I was able to bear witness to this magical effect at Wanna Hear It Records in Watertown, Massachusetts— one of over 100 independent record stores chosen to host listening events for The Record. The listening events offered the chance for fans to hear an exclusive listen of The Record three days before it was set to officially release. 

The unique experience left me with a deeper understanding of what makes me, and so many others, appreciate their music. The stories told are not our own, but we find ourselves in the intricacy of the lyrics; the emotion pouring out of their voices; the sonic choices. And beyond just relating, we learn from the growth they display.

 

THE LISTENING EVENT

I find out from the raffle ticket I take on the way into Wanna Hear It that I’m the thirtieth person to find my spot in the already crowded record store. Another thirty people come in after me. 

Some people close their eyes, focusing in on only the music, but I scan the room. I watch for head nods and foot taps. My eyes catch on the people silently mouthing the lyrics to already-released singles that they’ve committed impossibly quickly to memory. I glance over some of the iconic albums that decorate the walls of the record store. I think to myself that this album will soon lie among some of those greats. 

And I think, too, of the way that Boygenius forms such a unique sense of community. Fans were bubbling with excitement before it came on, yes. Forming friends with the strangers next to them, even. But once the music started flowing from the speakers, it felt less like an album release party than it felt like a group meditation. 

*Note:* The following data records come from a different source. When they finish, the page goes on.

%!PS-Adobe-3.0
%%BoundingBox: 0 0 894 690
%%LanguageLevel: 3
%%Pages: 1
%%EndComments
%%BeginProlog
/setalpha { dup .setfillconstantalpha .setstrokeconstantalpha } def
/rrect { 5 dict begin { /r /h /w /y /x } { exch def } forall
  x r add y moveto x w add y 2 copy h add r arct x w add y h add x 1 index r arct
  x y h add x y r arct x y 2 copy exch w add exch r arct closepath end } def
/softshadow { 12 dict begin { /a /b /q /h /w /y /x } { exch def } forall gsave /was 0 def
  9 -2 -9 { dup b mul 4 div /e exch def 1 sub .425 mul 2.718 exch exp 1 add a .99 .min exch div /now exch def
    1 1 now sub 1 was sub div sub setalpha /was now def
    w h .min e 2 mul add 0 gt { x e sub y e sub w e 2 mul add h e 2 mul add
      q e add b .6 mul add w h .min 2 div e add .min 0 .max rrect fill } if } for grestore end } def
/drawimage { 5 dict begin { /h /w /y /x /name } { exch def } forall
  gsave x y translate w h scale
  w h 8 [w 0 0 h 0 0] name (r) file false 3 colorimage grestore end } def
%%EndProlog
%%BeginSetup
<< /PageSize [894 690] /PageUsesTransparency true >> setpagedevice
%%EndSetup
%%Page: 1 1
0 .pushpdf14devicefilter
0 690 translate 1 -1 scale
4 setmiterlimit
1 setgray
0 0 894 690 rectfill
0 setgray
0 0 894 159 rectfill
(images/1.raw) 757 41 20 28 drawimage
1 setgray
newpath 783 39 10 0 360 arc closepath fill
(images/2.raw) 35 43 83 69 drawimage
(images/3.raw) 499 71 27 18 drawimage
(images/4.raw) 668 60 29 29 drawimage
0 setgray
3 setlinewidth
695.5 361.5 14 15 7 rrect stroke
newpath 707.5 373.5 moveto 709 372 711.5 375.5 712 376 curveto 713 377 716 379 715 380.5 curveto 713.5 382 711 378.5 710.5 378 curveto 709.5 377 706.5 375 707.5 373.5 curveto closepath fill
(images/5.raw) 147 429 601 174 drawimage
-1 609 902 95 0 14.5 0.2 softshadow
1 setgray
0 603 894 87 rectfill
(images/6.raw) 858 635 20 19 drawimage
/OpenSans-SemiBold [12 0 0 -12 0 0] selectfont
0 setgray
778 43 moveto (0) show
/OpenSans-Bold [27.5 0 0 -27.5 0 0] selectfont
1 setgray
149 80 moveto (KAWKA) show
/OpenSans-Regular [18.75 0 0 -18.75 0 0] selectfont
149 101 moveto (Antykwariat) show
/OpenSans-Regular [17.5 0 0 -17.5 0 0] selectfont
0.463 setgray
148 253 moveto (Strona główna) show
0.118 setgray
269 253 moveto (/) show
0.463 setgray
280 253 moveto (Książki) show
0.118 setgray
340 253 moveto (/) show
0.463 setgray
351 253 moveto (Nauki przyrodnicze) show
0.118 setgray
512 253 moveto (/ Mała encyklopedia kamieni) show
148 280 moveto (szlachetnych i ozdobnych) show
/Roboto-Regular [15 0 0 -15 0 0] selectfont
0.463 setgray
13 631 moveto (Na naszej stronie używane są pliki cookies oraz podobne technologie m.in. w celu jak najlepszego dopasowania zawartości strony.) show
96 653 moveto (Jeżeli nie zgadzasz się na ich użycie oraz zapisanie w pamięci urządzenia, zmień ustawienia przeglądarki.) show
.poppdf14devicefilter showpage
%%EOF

There were occasional laughs— the biggest from “Leonard Cohen,” right after Lucy Dacus calls out Cohen for being “At a Buddhist monastery, writing horny poetry.” And some gasped at Phoebe Bridgers’ blunt lines in “Letter to an Old Poet.” But mostly, there was silence and self-reflection. 

 

THE RECORD

Whether they are reflecting on past habits or musing on interpersonal relationships, the members of Boygenius wear bits of their histories on their sleeves— mistakes, shortcomings and all. “I want you to hear my story and be a part of it,” the three sing acapella-style in the haunting album opener. The just-over-a-minute track, “Without You Without Them,” blurs the lines between hearing a song versus being sung to. 

The three tracks that follow were the lead singles used to announce the album: “$20,” “Emily I’m Sorry,” and “True Blue.” Each led by a different member of Boygenius (Julien Baker, Phoebe Bridgers and then Lucy Dacus, respectively), they present a phenomenal range sonically. With the album out in its entirety, the themes begun by these tracks can also be traced through the rest of The Record.

 

ANGST AND ERRORS

With its compelling guitar riff, persistent drumbeat and tasteful placement of a Phoebe Bridgers scream, “$20” feels fiery and full of motion— both of which tie-in lyrically, with lyrical references to arson and race cars. The track sets the stage for other moments of angst on the album, like “Satanist” and “Anti-Curse.” 

“$20” depicts someone grappling with dissatisfaction about their own life and the world as a whole. Caught in this paradigm, they turn to impulses, for better or for worse: “It’s a bad idea, and I’m all about it,” sings Julien Baker. 

“Emily I’m Sorry” is a striking example of reflecting on past actions and owning up to one’s errors. Phoebe Bridgers sings the song to a woman she had a relationship with, apologizing for “becoming someone [she’s] not.”

 

SELF-DISCOVERY AND STANDING YOUR GROUND

This acknowledgement Bridgers makes of straying away from her authentic self carries into the album’s strong themes of self-discovery and standing your ground. The album paints these themes as a progressive journey, starting initially with insecurity.

In the heart-wrenching, slow-tempoed “We’re in Love,” Lucy Dacus asks the question, “Will you still love me if it turns out I’m insane?” A similar sense of insecurity is on display in the more upbeat, warm and acoustic “Cool About It.” Julien Baker starts out the lyrics seemingly about going on a first date, singing that she’s “feeling like an absolute fool about it.” These lyrics offer comfort to anyone who sometimes feels less than, and worries about other people’s perceptions of them.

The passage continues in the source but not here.